Il ricorrente, che procedeva ad una velocità di appena 10 Km/h superiore rispetto al limite consentito in quel tratto di strada, sosteneva che la richiesta perizia cinematica avente ad oggetto la dinamica dell’incidente, perizia non ammessa dal Giudice, avrebbe potuto rivelarsi decisiva ai fini della sussistenza o meno del nesso di causalità tra la violazione amministrativa posta in essere dal ricorrente e l’evento lesivo; soprattutto alla luce della manovra repentina e gravemente imprudente del conducente la Fiat Punto che, invadendo la corsia di marcia dell’autoarticolato, avrebbe potuto ugualmente andare a collisione con il motociclo condotto dalla persona offesa, anche qualora egli avesse osservato i limiti di velocità e, quindi rivestendo la condotta del conducente della Fiat Punto natura di efficacia causale esclusiva rispetto all’evento dannoso.

Gli Ermellini hanno ritenuto fondata la doglianza proposta.

Dal Palazzaccio hanno innanzitutto evidenziato che “in materia di incidenti da circolazione stradale, l’accertata sussistenza di una condotta antigiuridica di uno degli utenti della strada con violazione di specifiche norme di legge o di precetti generali di comune prudenza non può di per sé far presumere l’esistenza del nesso causale tra il suo comportamento e l’evento dannoso, che occorre sempre provare e che si deve escludere quando sia dimostrato che l’incidente si sarebbe ugualmente verificato senza quella condotta o è stato, comunque, determinato esclusivamente da una causa diversa.

La Cassazione ha poi rilevato che, nel caso in esame, il giudice di pace non aveva precisato perché la condotta del ricorrente (benché questi viaggiasse ad una velocità di poco superiore a quella consentita) fosse stata tale da comportare a carico dell’imputato che la pose in essere un addebito di colpa concorrente con quella dell’altro imputato che, alla guida della sua Fiat Punto, pacificamente, aveva posto in essere un improvviso e repentino cambio di corsia, non tenendo evidentemente conto della posizione, distanza, direzione e velocità dell’autoarticolato condotto dal ricorrente che si trovava già sulla corsia di sinistra, carambolando poi in testacoda e terminando la sua corsa nella semicarreggiata destinata al senso opposto di marcia dove avveniva la violenta collisione con il motociclo condotto dalla persona offesa. Risultava altresì del tutto trascurato il profilo della causalità della colpa, cioè l’incidenza del comportamento colposo (una volta precisamente accertato) sulla verificazione dell’evento.

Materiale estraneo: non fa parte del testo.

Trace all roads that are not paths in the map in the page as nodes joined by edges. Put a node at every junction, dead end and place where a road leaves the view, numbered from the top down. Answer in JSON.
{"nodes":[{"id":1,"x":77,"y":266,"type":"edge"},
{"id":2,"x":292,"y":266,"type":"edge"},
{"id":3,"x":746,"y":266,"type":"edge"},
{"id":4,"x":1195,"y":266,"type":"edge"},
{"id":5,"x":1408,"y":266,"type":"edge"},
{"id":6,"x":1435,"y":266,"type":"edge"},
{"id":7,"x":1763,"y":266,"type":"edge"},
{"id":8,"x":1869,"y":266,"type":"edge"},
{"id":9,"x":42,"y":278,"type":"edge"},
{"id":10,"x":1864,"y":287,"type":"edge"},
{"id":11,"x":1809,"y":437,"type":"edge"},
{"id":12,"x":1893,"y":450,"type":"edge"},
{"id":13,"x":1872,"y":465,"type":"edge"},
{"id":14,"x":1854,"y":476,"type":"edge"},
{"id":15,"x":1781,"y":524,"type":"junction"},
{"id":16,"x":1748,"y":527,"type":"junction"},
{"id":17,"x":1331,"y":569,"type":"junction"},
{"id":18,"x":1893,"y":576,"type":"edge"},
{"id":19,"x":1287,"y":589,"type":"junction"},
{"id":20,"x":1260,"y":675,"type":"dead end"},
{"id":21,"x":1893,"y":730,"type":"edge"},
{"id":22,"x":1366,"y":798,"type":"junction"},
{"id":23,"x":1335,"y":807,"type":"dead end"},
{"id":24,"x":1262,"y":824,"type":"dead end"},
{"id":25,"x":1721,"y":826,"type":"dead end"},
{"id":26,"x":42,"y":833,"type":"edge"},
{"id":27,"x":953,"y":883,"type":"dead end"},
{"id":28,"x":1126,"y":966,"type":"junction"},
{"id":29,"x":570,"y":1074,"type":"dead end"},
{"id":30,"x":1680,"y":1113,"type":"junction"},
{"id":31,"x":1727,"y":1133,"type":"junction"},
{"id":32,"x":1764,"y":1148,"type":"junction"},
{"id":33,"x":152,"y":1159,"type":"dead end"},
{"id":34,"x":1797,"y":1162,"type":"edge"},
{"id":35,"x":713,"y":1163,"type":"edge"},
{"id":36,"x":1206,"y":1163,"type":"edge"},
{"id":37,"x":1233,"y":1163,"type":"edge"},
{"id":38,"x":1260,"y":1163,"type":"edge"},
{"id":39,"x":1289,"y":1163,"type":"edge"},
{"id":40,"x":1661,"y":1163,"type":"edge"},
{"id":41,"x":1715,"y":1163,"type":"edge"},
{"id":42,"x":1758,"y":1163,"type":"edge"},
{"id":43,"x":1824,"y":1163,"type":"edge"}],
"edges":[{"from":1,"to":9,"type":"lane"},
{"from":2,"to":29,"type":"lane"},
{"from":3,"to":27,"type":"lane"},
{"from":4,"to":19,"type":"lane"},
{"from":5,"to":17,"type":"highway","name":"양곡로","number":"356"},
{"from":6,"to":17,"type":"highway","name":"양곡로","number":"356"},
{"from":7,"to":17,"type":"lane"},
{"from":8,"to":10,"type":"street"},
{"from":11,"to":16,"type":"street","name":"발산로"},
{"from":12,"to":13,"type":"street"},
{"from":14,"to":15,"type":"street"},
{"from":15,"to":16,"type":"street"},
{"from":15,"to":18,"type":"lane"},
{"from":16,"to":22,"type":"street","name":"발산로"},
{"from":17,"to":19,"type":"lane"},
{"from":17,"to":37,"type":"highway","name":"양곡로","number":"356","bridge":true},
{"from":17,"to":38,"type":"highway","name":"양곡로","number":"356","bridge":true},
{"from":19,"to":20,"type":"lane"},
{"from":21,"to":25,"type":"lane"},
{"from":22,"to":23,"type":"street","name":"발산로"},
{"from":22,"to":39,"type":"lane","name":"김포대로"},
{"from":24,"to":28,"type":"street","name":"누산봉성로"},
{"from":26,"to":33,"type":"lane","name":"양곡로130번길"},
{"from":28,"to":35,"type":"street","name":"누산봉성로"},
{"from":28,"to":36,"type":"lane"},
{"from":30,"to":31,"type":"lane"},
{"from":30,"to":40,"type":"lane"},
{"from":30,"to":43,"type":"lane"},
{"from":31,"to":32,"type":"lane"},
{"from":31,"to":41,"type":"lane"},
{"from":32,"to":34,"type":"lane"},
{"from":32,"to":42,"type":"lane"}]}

Orbene, sulla base delle acquisizioni probatorie emergenti in sentenza, la Suprema Corte ha sottolineato che “quand’anche fossero nella specie rilevabili profili deponenti per la causalità della condotta (qualificando il comportamento alla guida da parte del ricorrente come condotta che costituì materialmente una condicio sine qua non dell’accaduto), sicuramente manca la coerente ed adeguata motivazione che sorregge l’assunto secondo cui detto comportamento risultò determinante sul piano della causalità della colpa.

Il giudice a quo non considerava che la violazione da parte del ricorrente della norma concernente il limite di velocità non risultava -con la dovuta certezza- da porsi in rapporto di causalità con l’incidente, posto che non appariva affatto certo – alla stregua della frettolosa motivazione- che se egli avesse mantenuto una velocità nel rispetto del limite previsto, l’urto, con alta probabilità logica, non si sarebbe ugualmente verificato in considerazione dello sbandamento e dell’invasione della corsia di sinistra da parte della Fiat Punto. La motivazione resa dal giudicante del merito – anche per l’assenza di opportuna perizia cinematica – appariva dunque contraddittoria e carente.